[Leetcode 819] Most Common Word

原题说明

Given a paragraph and a list of banned words, return the most frequent word that is not in the list of banned words. It is guaranteed there is at least one word that isn’t banned, and that the answer is unique.

Words in the list of banned words are given in lowercase, and free of punctuation. Words in the paragraph are not case sensitive.
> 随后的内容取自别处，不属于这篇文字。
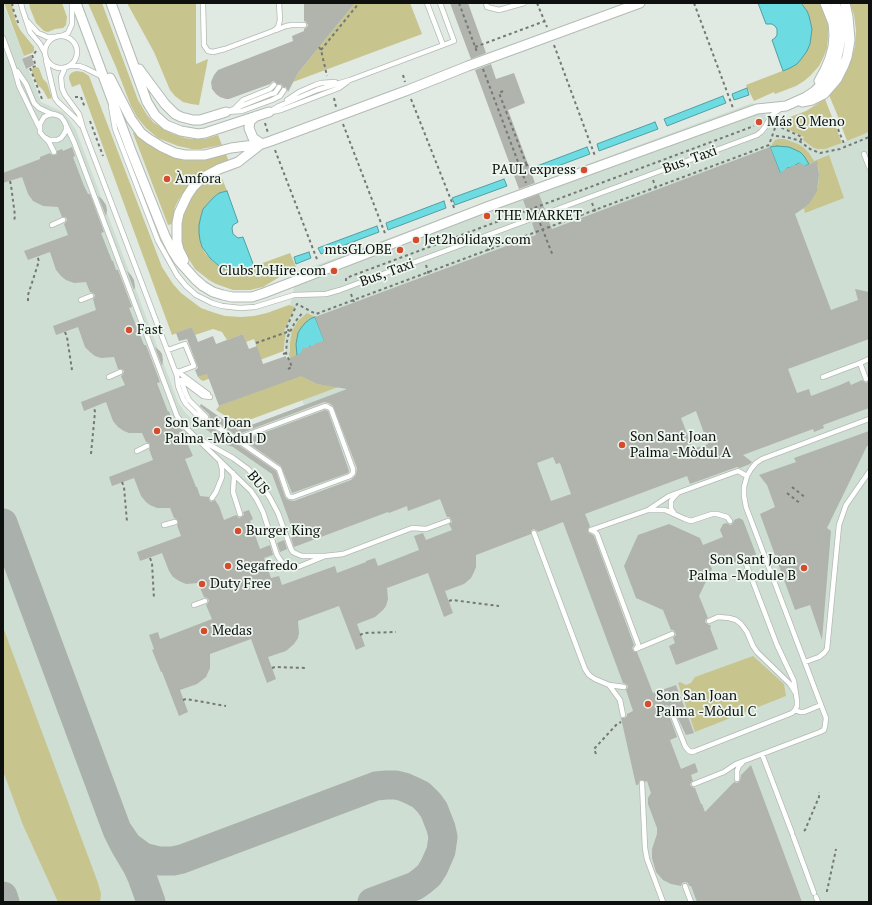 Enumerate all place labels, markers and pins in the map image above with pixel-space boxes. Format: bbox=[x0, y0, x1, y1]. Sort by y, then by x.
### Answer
place label: Más Q Meno bbox=[767, 114, 845, 130]
marker: Más Q Meno bbox=[754, 117, 764, 127]
place label: PAUL express bbox=[492, 162, 576, 178]
marker: PAUL express bbox=[579, 165, 589, 175]
place label: Àmfora bbox=[175, 171, 221, 187]
marker: Àmfora bbox=[162, 174, 172, 184]
place label: THE MARKET bbox=[495, 208, 582, 224]
marker: THE MARKET bbox=[482, 211, 492, 221]
place label: Jet2holidays.com bbox=[424, 232, 531, 248]
marker: Jet2holidays.com bbox=[411, 235, 421, 245]
place label: mtsGLOBE bbox=[325, 242, 392, 258]
marker: mtsGLOBE bbox=[395, 245, 405, 255]
place label: ClubsToHire.com bbox=[219, 263, 326, 279]
marker: ClubsToHire.com bbox=[329, 266, 339, 276]
place label: Fast bbox=[137, 322, 163, 338]
marker: Fast bbox=[124, 325, 134, 335]
place label: Son Sant Joan Palma -Mòdul D bbox=[165, 415, 266, 448]
marker: Son Sant Joan Palma -Mòdul D bbox=[152, 426, 162, 436]
place label: Son Sant Joan Palma -Mòdul A bbox=[630, 429, 731, 462]
marker: Son Sant Joan Palma -Mòdul A bbox=[617, 440, 627, 450]
place label: Burger King bbox=[246, 523, 320, 539]
marker: Burger King bbox=[233, 526, 243, 536]
place label: Son Sant Joan Palma -Module B bbox=[689, 552, 796, 584]
place label: Segafredo bbox=[236, 558, 298, 574]
marker: Segafredo bbox=[223, 561, 233, 571]
marker: Son Sant Joan Palma -Module B bbox=[799, 563, 809, 573]
place label: Duty Free bbox=[210, 576, 271, 592]
marker: Duty Free bbox=[197, 579, 207, 589]
place label: Medas bbox=[212, 623, 252, 639]
marker: Medas bbox=[199, 626, 209, 636]
place label: Son San Joan Palma -Mòdul C bbox=[656, 688, 756, 720]
marker: Son San Joan Palma -Mòdul C bbox=[643, 699, 653, 709] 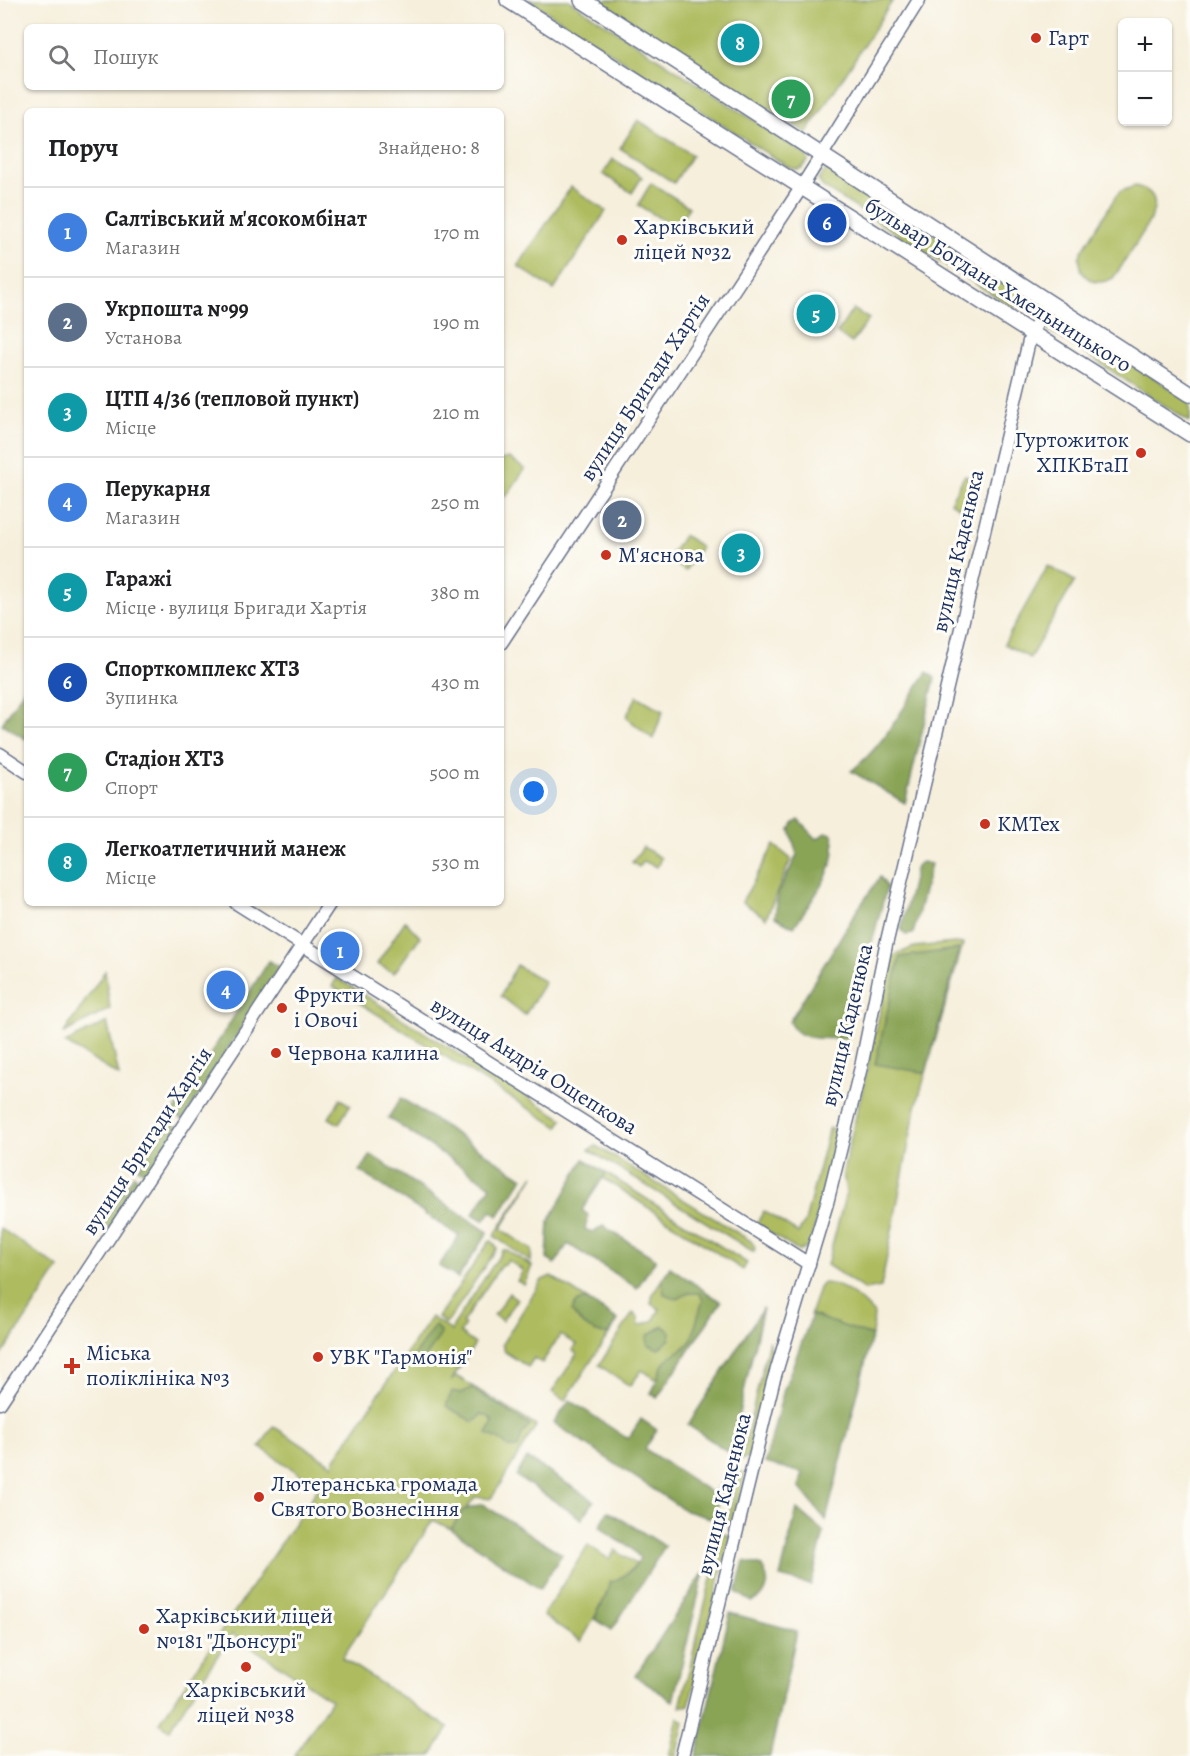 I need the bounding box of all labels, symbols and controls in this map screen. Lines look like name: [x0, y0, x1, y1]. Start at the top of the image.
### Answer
map controls: [1118, 18, 1172, 126]
button: +: [1118, 18, 1172, 72]
pin: 8: [720, 20, 760, 66]
place label: Гарт: [1048, 23, 1089, 53]
search box: [24, 24, 504, 90]
marker: Гарт: [1029, 31, 1043, 45]
icon: search: [45, 41, 78, 74]
text: Пошук: [93, 42, 159, 72]
button: −: [1118, 72, 1172, 126]
pin: 7: [772, 76, 810, 122]
text: Поруч: [48, 130, 119, 165]
text: Знайдено: 8: [378, 134, 480, 161]
street label: бульвар Богдана Хмельницького: [859, 190, 1137, 380]
pin: 6: [808, 200, 846, 246]
text: Салтівський м'ясокомбінат: [105, 204, 367, 234]
place label: Харківський ліцей №32: [634, 212, 754, 267]
text: 1: [64, 219, 71, 246]
text: 170 m: [434, 219, 480, 246]
marker: Харківський ліцей №32: [615, 233, 629, 247]
text: Магазин: [105, 234, 180, 261]
street label: вулиця Бригади Хартія: [573, 287, 717, 487]
pin: 5: [796, 292, 836, 336]
text: Укрпошта №99: [105, 294, 249, 324]
text: 2: [63, 309, 72, 336]
text: 190 m: [433, 309, 480, 336]
text: Установа: [105, 324, 182, 351]
text: ЦТП 4/36 (тепловой пункт): [105, 384, 359, 414]
text: 3: [63, 399, 72, 426]
text: 210 m: [432, 399, 480, 426]
text: Місце: [105, 414, 156, 441]
place label: Гуртожиток ХПКБтаП: [1014, 425, 1129, 480]
marker: Гуртожиток ХПКБтаП: [1134, 446, 1148, 460]
street label: вулиця Каденюка: [925, 466, 992, 635]
text: Перукарня: [105, 474, 211, 504]
text: 4: [63, 489, 72, 516]
text: 250 m: [431, 489, 480, 516]
pin: 2: [602, 498, 642, 542]
text: Магазин: [105, 504, 180, 531]
pin: 3: [722, 530, 760, 576]
place label: М'яснова: [618, 540, 705, 570]
marker: М'яснова: [599, 548, 613, 562]
text: Гаражі: [105, 564, 172, 594]
text: 5: [63, 579, 72, 606]
text: 380 m: [431, 579, 480, 606]
text: Місце · вулиця Бригади Хартія: [105, 594, 367, 621]
text: Спорткомплекс ХТЗ: [105, 654, 300, 684]
text: 6: [63, 669, 72, 696]
text: 430 m: [431, 669, 480, 696]
text: Зупинка: [105, 684, 178, 711]
text: Стадіон ХТЗ: [105, 744, 224, 774]
text: 7: [63, 759, 72, 786]
text: 500 m: [429, 759, 480, 786]
text: Спорт: [105, 774, 158, 801]
your location: [519, 777, 548, 806]
place label: KMTex: [997, 809, 1060, 839]
marker: KMTex: [978, 817, 992, 831]
text: Легкоатлетичний манеж: [105, 834, 346, 864]
text: 8: [63, 849, 72, 876]
text: 530 m: [432, 849, 480, 876]
text: Місце: [105, 864, 156, 891]
pin: 1: [320, 928, 360, 974]
street label: вулиця Каденюка: [814, 940, 881, 1109]
pin: 4: [206, 968, 246, 1012]
place label: Фрукти і Овочі: [294, 980, 365, 1035]
street label: вулиця Андрія Ощепкова: [425, 990, 644, 1142]
marker: Фрукти і Овочі: [275, 1001, 289, 1015]
place label: Червона калина: [288, 1038, 440, 1068]
street label: вулиця Бригади Хартія: [75, 1041, 219, 1241]
marker: Червона калина: [269, 1046, 283, 1060]
place label: Міська поліклініка №3: [86, 1338, 230, 1393]
place label: УВК "Гармонія": [330, 1342, 473, 1372]
marker: УВК "Гармонія": [311, 1350, 325, 1364]
marker: Міська поліклініка №3: [63, 1357, 81, 1375]
street label: вулиця Каденюка: [689, 1409, 759, 1578]
place label: Лютеранська громада Святого Вознесіння: [271, 1469, 479, 1524]
marker: Лютеранська громада Святого Вознесіння: [252, 1490, 266, 1504]
place label: Харківський ліцей №181 "Дьонсурі": [156, 1601, 333, 1656]
marker: Харківський ліцей №181 "Дьонсурі": [137, 1622, 151, 1636]
marker: Харківський ліцей №38: [239, 1660, 253, 1674]
place label: Харківський ліцей №38: [186, 1675, 306, 1730] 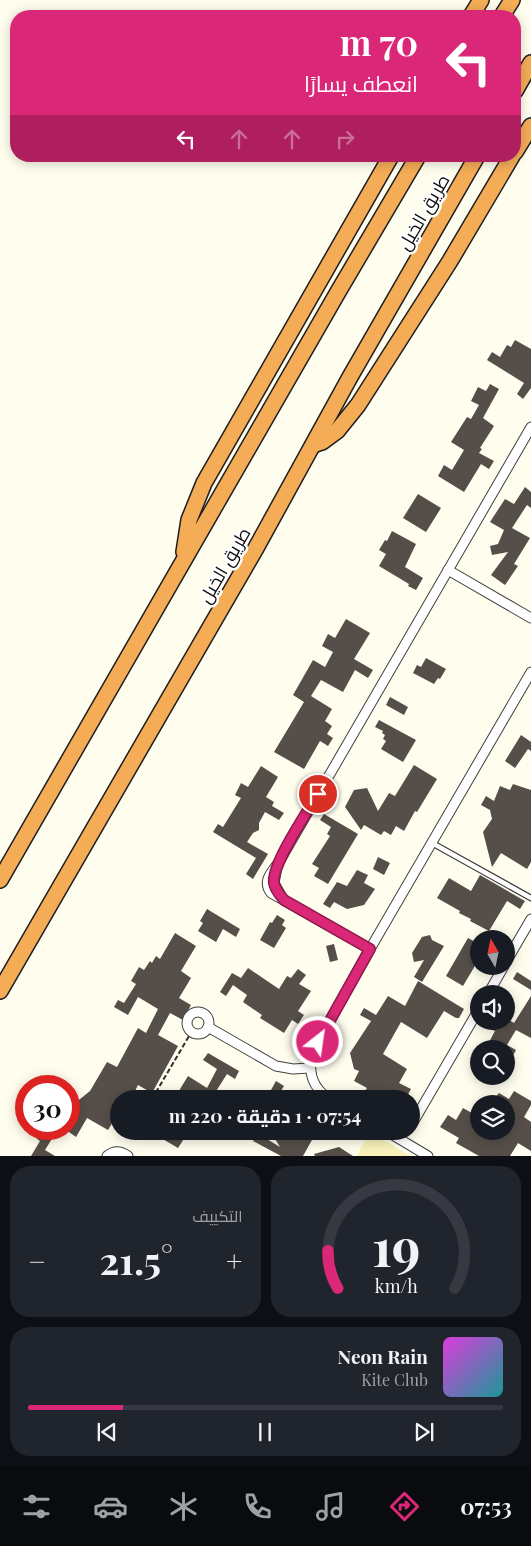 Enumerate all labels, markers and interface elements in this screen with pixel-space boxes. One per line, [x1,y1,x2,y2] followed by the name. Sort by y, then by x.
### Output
[340,18,418,65] text: 70 m
[436,30,501,95] icon: left
[304,68,418,98] text: انعطف يسارًا
[172,125,200,153] icon: left
[225,125,253,153] icon: ahead
[278,125,306,153] icon: ahead
[331,125,359,153] icon: right
[392,170,455,255] street label: طريق الخيل
[193,523,256,608] street label: طريق الخيل
[297,773,339,815] pin
[304,780,332,808] icon: arrive
[470,930,515,975] north arrow
[470,930,515,1140] map controls
[470,985,515,1030] button: sound
[291,1015,343,1067] position arrow
[470,1040,515,1085] button: search
[15,1075,80,1140] speed limit sign: 30
[470,1095,515,1140] button: layers
[169,1102,361,1128] text: 07:54 · 1 دقيقة · 220 m
[192,1205,243,1226] text: التكييف
[371,1211,420,1280] text: 19
[99,1234,173,1285] text: 21.5°
[28,1242,46,1279] text: −
[226,1242,243,1279] text: +
[374,1274,418,1297] text: km/h
[338,1343,428,1369] text: Neon Rain
[361,1369,428,1390] text: Kite Club
[93,1418,121,1446] icon: previous
[251,1418,279,1446] icon: pause
[410,1418,438,1446] icon: next
[19,1489,54,1524] icon: filters
[93,1489,128,1524] icon: car
[166,1489,201,1524] icon: climate
[240,1489,275,1524] icon: phone
[313,1489,348,1524] icon: music
[387,1489,422,1524] icon: directions
[460,1491,512,1521] text: 07:53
The answer is in lowercase.

Example:
Input:
paragraph = “Bob hit a ball, the hit BALL flew far after it was hit.”
banned = [“hit”]
Output: “ball”
Explanation:
“hit” occurs 3 times, but it is a banned word.
“ball” occurs twice (and no other word does), so it is the most frequent non-banned word in the paragraph.
Note that words in the paragraph are not case sensitive,
that punctuation is ignored (even if adjacent to words, such as “ball,”),
and that “hit” isn’t the answer even though it occurs more because it is banned.

Note:

• 1 <= paragraph.length <= 1000.
• 1 <= banned.length <= 100.
• 1 <= banned[i].length <= 10.
• The answer is unique, and written in lowercase (even if its occurrences in paragraph may have uppercase symbols, and even if it is a proper noun.)
• paragraph only consists of letters, spaces, or the punctuation symbols !?’,;.
• Different words in paragraph are always separated by a space.
• There are no hyphens or hyphenated words.
• Words only consist of letters, never apostrophes or other punctuation symbols.

解题思路

这道题可以通过hash table来建立每个单词与其出现频率的对应关系, 在遍历paragraph的时候统计单词出现的频率, 并更新当前的最高频单词.
由于题目相对简单, 面试的时候需要在较短的时间内想到建立怎样的对应关系, 存储结构应该如何设计 (比如用map还是unordered_map, key和value分别是什么, 两者能不能倒过来等等)
另外对于使用cpp的同学来说, 熟练掌握istringstream和getline这些基础的I/O interface还是比较加分的.

示例代码 (cpp)

class Solution {
public:
    string mostCommonWord(string paragraph, vector<string>& banned) {
        istringstream iss(paragraph);
        unordered_set<string> banSet(banned.begin(), banned.end());
        unordered_map<string, int> mapping;
        string cur, ret;
        int curMax = 0;
        while (getline(iss, cur, ' ')) {
            string formatStr;
            for (int i = 0; i < cur.size(); ++i) {
                char ch = tolower(cur[i]);
                if (ch >= 'a' && ch <= 'z') {
                    formatStr += ch;
                }
            }
            mapping[formatStr]++;
            if (mapping[formatStr] > curMax && !banSet.count(formatStr)) {
                curMax = mapping[formatStr];
                ret = formatStr;
            }
        }
        return ret;
    }
};

示例代码 (python)

class Solution(object):
    def mostCommonWord(self, paragraph, banned):
        """
        :type paragraph: str
        :type banned: List[str]
        :rtype: str
        """
        words_dict = collections.Counter()
        top_word = None
        top_freq = 0
        words = re.split("[ !?',;.]+", paragraph)
        for word in words:
            if word.lower() not in banned:
                words_dict[word.lower()] += 1
                if words_dict[word.lower()] > top_freq:
                    top_word = word.lower()
                    top_freq = words_dict[word.lower()]
        
        return top_word

复杂度分析

时间复杂度: O(n) (n为paragraph包含的单词数)
空间复杂度: O(m + n) (m为banned长度)

归纳总结

像这样一道比较基础的算法设计题, 如果真正面试的时候遇到, 尽量不要一上来就写答案, 可以在白板上列举一下可能的数据结构及做法, 说明为什么最后选择这样做(比如只有这样才行得通或者效率更高). 通过这样的分析可以让面试官看到真实清晰的思路.